Welcome to the first post of the “Cornerstone Policy Research Blog.” Our goal is to use this blog to provide fact-based commentary on the numerous issues facing New Hampshire’s families. We hope you find it useful as we kick-off with a look at the state of marriage in New Hampshire.
Unfortunately, we all know that marriage is on the decline both nationally and in New Hampshire. One interesting way to measure this decline is to look at state-level tax return data from the Internal Revenue Service (IRS).
Why the IRS? Because it is some of the best data available to researchers since we are all required by law to comply—or else face criminal penalties. So, any trend that shows up in the IRS data is worth taking a good long look at.
The chart below shows the percentage of tax returns that file under the “married filing jointly” tax status in 1997 and 2009. Nationally, married returns represented 40.2 percent of all tax returns in 1997. By 2009, the share of married returns had fallen by 5.4 percent to 38 percent.

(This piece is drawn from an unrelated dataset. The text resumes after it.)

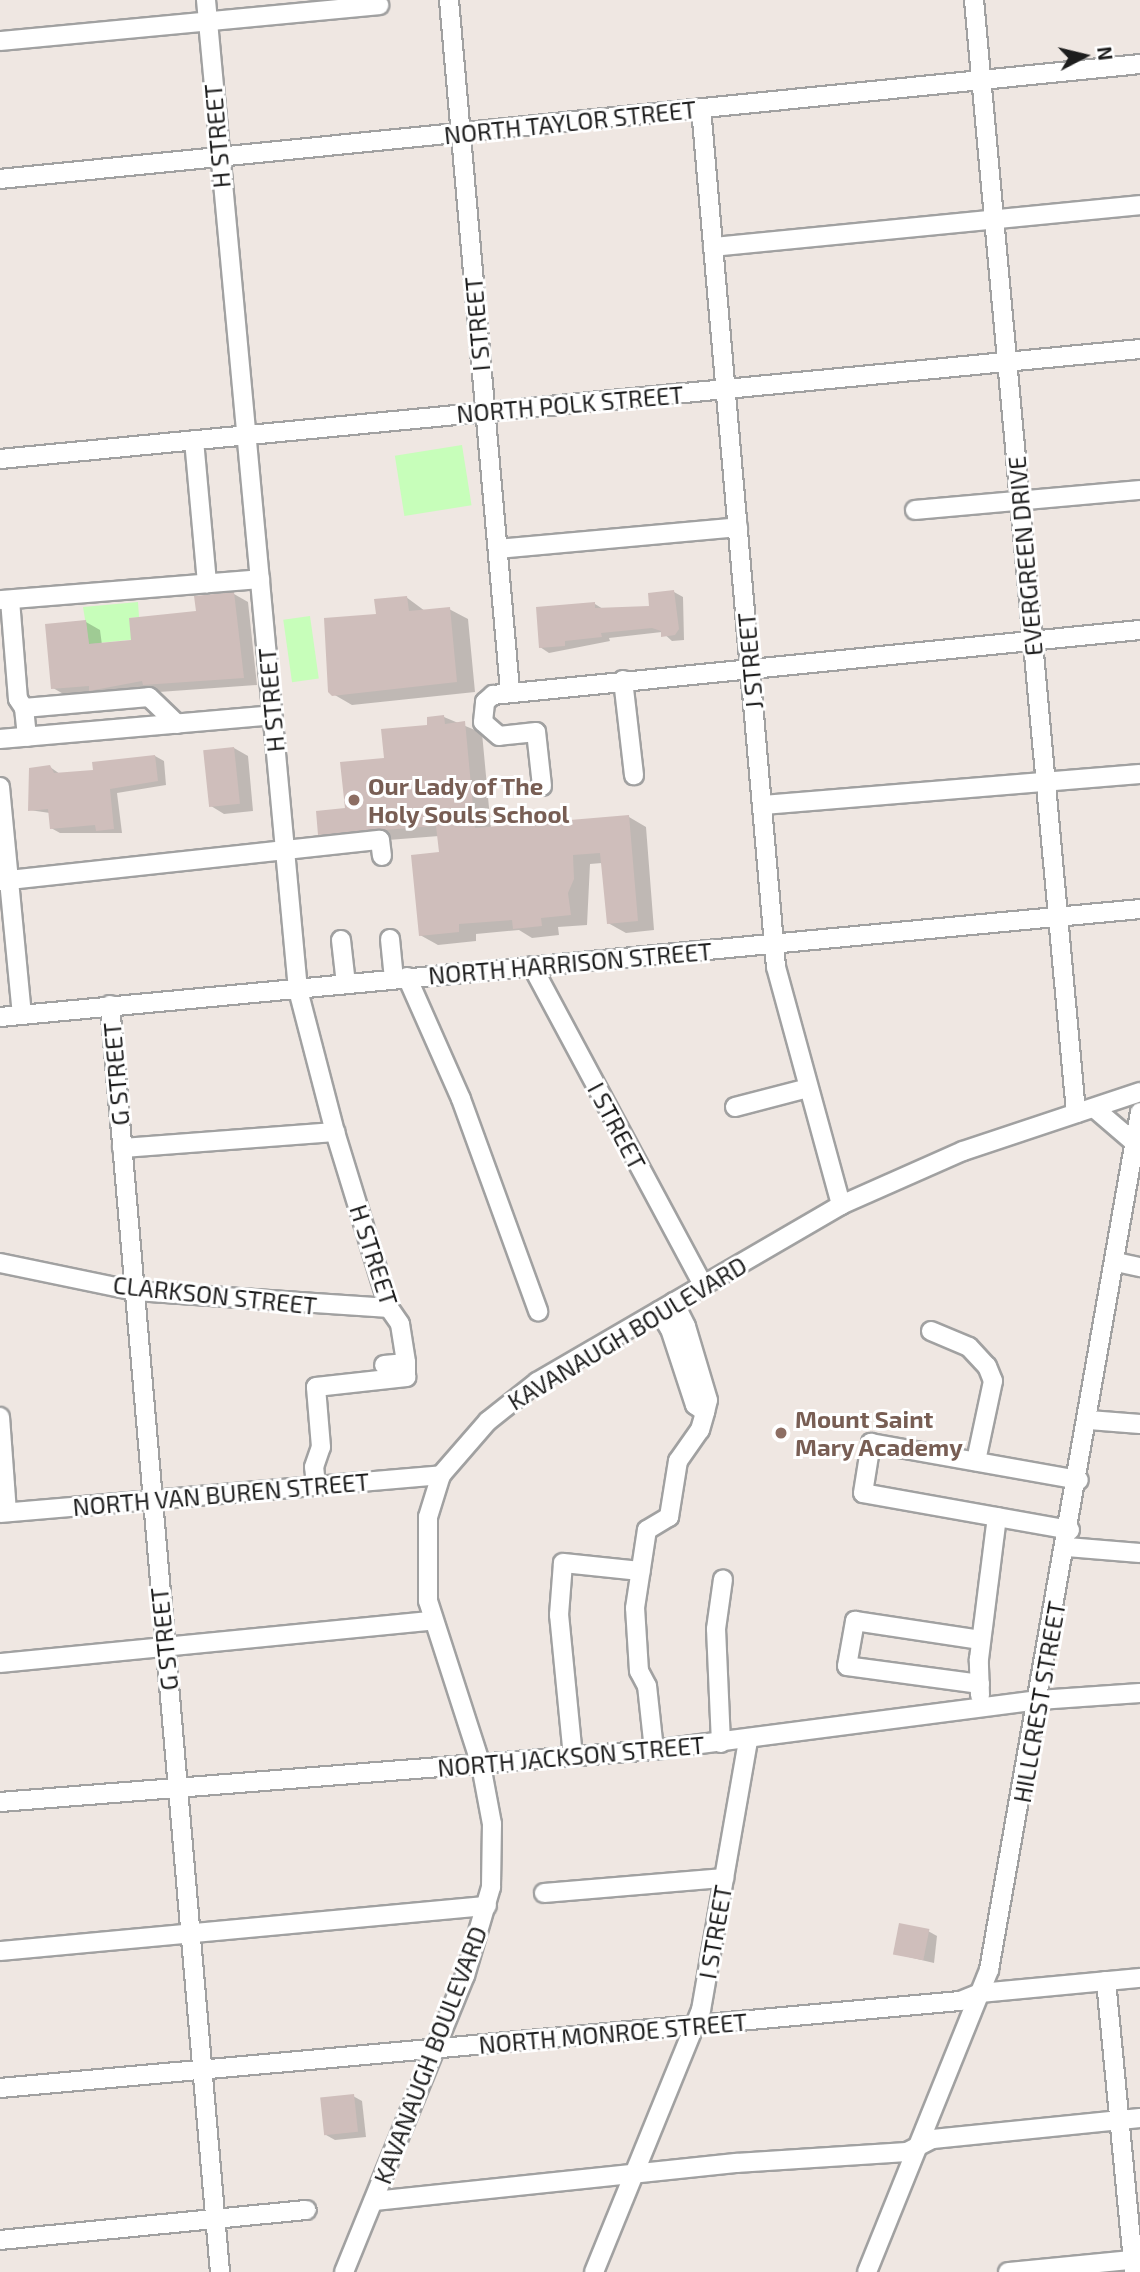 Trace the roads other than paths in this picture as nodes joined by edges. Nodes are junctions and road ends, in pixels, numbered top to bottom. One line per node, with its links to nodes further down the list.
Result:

Thankfully, marriage is holding up a bit better in New Hampshire than it is nationally. In New Hampshire, married returns represented 42.7 percent of all tax returns in 1997. By 2009, the share of married returns had fallen by 3.5 percent to 41.2 percent.
Overall, the good news is that New Hampshire has a higher percentage of married returns and the drop between 1997 and 2009 has been smaller than the national average. The bad news is that married returns are still mimicking the national downward trend.